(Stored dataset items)
________________

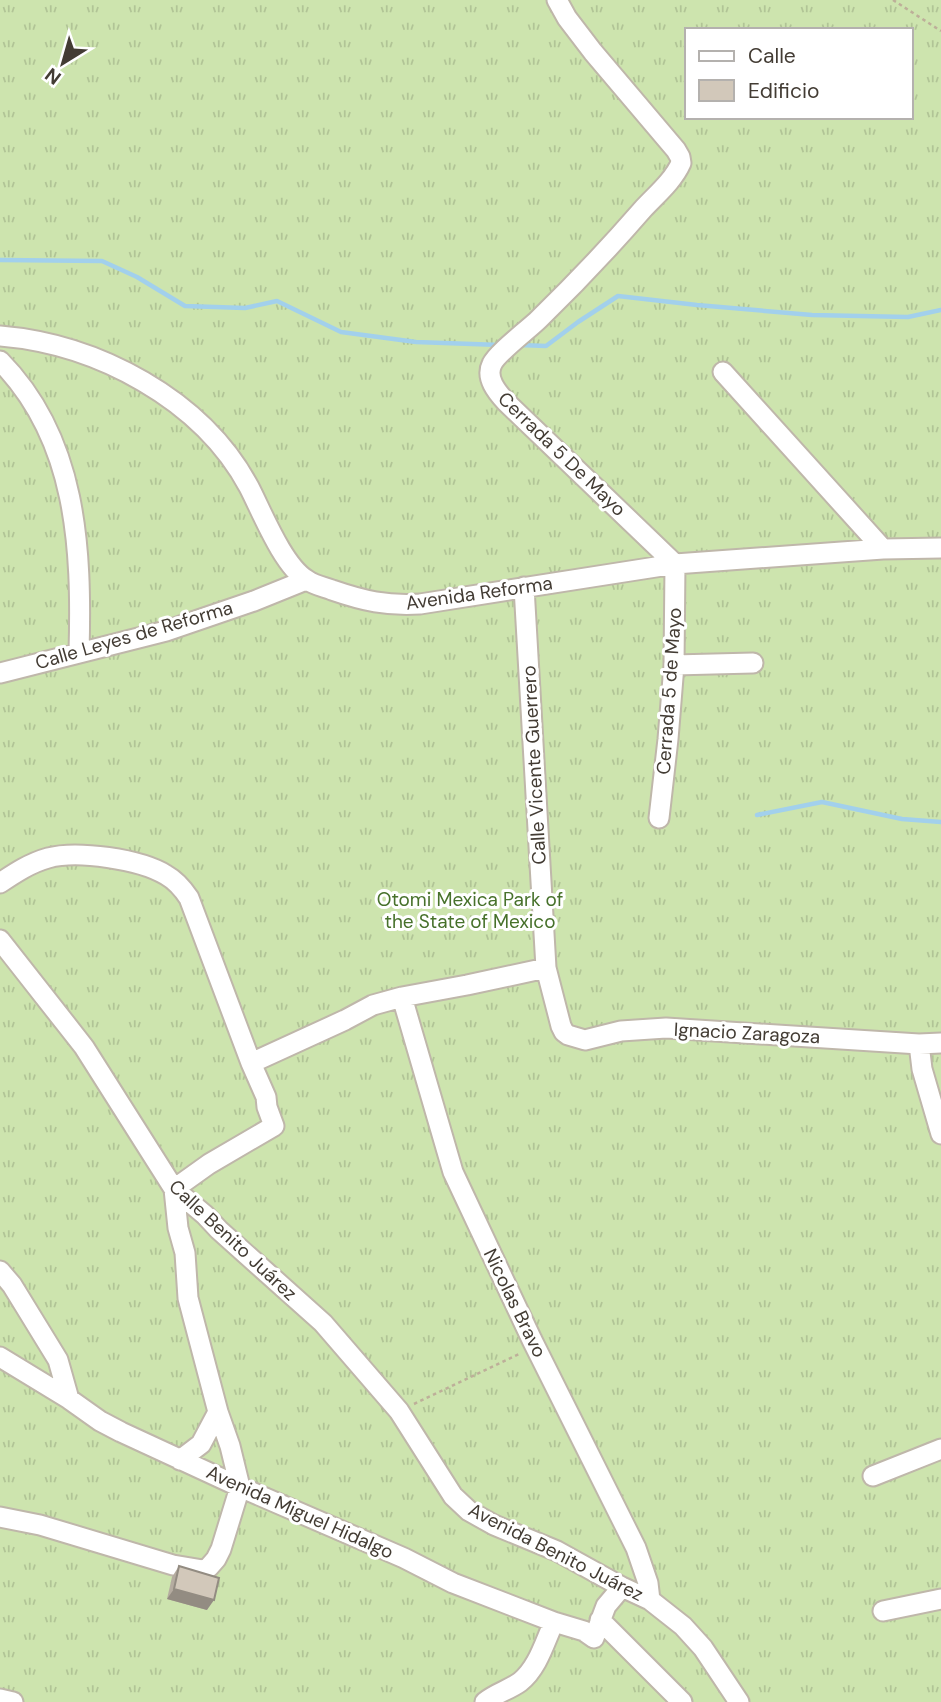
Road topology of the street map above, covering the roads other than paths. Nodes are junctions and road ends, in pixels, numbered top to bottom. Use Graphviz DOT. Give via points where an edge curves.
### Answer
graph roads {
  1 [pos="557,0"];
  2 [pos="0,336"];
  3 [pos="0,361"];
  4 [pos="723,372"];
  5 [pos="941,548"];
  6 [pos="883,549"];
  7 [pos="675,564"];
  8 [pos="306,580"];
  9 [pos="524,587"];
  10 [pos="79,652"];
  11 [pos="753,663"];
  12 [pos="674,665"];
  13 [pos="0,673"];
  14 [pos="659,818"];
  15 [pos="0,883"];
  16 [pos="0,940"];
  17 [pos="546,968"];
  18 [pos="402,997"];
  19 [pos="561,1026"];
  20 [pos="941,1043"];
  21 [pos="919,1044"];
  22 [pos="251,1063"];
  23 [pos="941,1134"];
  24 [pos="173,1189"];
  25 [pos="0,1271"];
  26 [pos="0,1357"];
  27 [pos="69,1399"];
  28 [pos="218,1412"];
  29 [pos="941,1448"];
  30 [pos="180,1460"];
  31 [pos="873,1476"];
  32 [pos="240,1487"];
  33 [pos="453,1496"];
  34 [pos="0,1517"];
  35 [pos="622,1587"];
  36 [pos="941,1599"];
  37 [pos="650,1600"];
  38 [pos="883,1611"];
  39 [pos="600,1620"];
  40 [pos="554,1622"];
  41 [pos="0,1699"];
  42 [pos="13,1702"];
  43 [pos="485,1702"];
  44 [pos="682,1702"];
  45 [pos="739,1702"];
  1 -- 7 [label="street, Cerrada 5 De Mayo" via="593,52 678,153 680,166 603,255 496,359 490,378 506,402"];
  2 -- 8 [label="street" via="37,341 99,360 173,400 232,461 280,548"];
  3 -- 10 [label="street" via="44,421 71,497 78,548"];
  4 -- 6 [label="street"];
  5 -- 6 [label="street, Avenida Reforma"];
  6 -- 7 [label="street, Avenida Reforma"];
  7 -- 9 [label="street, Avenida Reforma"];
  7 -- 12 [label="street, Cerrada 5 de Mayo"];
  8 -- 9 [label="street, Avenida Reforma" via="367,601 398,605"];
  8 -- 10 [label="street, Calle Leyes de Reforma" via="166,631"];
  9 -- 17 [label="street, Calle Vicente Guerrero"];
  10 -- 13 [label="street, Calle Leyes de Reforma"];
  11 -- 12 [label="street"];
  12 -- 14 [label="street, Cerrada 5 de Mayo"];
  15 -- 22 [label="street" via="33,863 69,855 138,863 171,878 193,906"];
  16 -- 24 [label="street, Calle Benito Juárez" via="84,1048"];
  17 -- 18 [label="street"];
  17 -- 19 [label="street, Calle Vicente Guerrero"];
  18 -- 22 [label="street" via="373,1005"];
  18 -- 37 [label="street, Nicolas Bravo" via="453,1172 636,1548"];
  19 -- 21 [label="street, Ignacio Zaragoza" via="568,1035 585,1041 621,1031 666,1028"];
  20 -- 21 [label="street, Ignacio Zaragoza"];
  21 -- 23 [label="street"];
  22 -- 24 [label="street" via="274,1126"];
  24 -- 28 [label="street" via="188,1298"];
  24 -- 33 [label="street, Calle Benito Juárez" via="323,1323 399,1411"];
  25 -- 27 [label="street" via="58,1360"];
  26 -- 27 [label="street, Avenida Miguel Hidalgo"];
  27 -- 30 [label="street, Avenida Miguel Hidalgo" via="100,1421"];
  28 -- 30 [label="street" via="201,1444"];
  28 -- 32 [label="street"];
  29 -- 31 [label="street"];
  30 -- 32 [label="street, Avenida Miguel Hidalgo"];
  32 -- 34 [label="street" via="221,1549 203,1570"];
  32 -- 40 [label="street, Avenida Miguel Hidalgo" via="453,1583"];
  33 -- 35 [label="street, Avenida Benito Juárez" via="477,1516 557,1551"];
  35 -- 37 [label="street, Avenida Benito Juárez"];
  35 -- 39 [label="street"];
  36 -- 38 [label="street"];
  37 -- 45 [label="street, Avenida Benito Juárez" via="703,1648"];
  39 -- 40 [label="street, Avenida Miguel Hidalgo" via="594,1638"];
  39 -- 44 [label="street"];
  40 -- 43 [label="street" via="523,1679"];
  41 -- 42 [label="street"];
}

________________

## Task goal
Note down each line above where the word "Zaragoza" occurs.

## Result
  19 -- 21 [label="street, Ignacio Zaragoza" via="568,1035 585,1041 621,1031 666,1028"];
  20 -- 21 [label="street, Ignacio Zaragoza"];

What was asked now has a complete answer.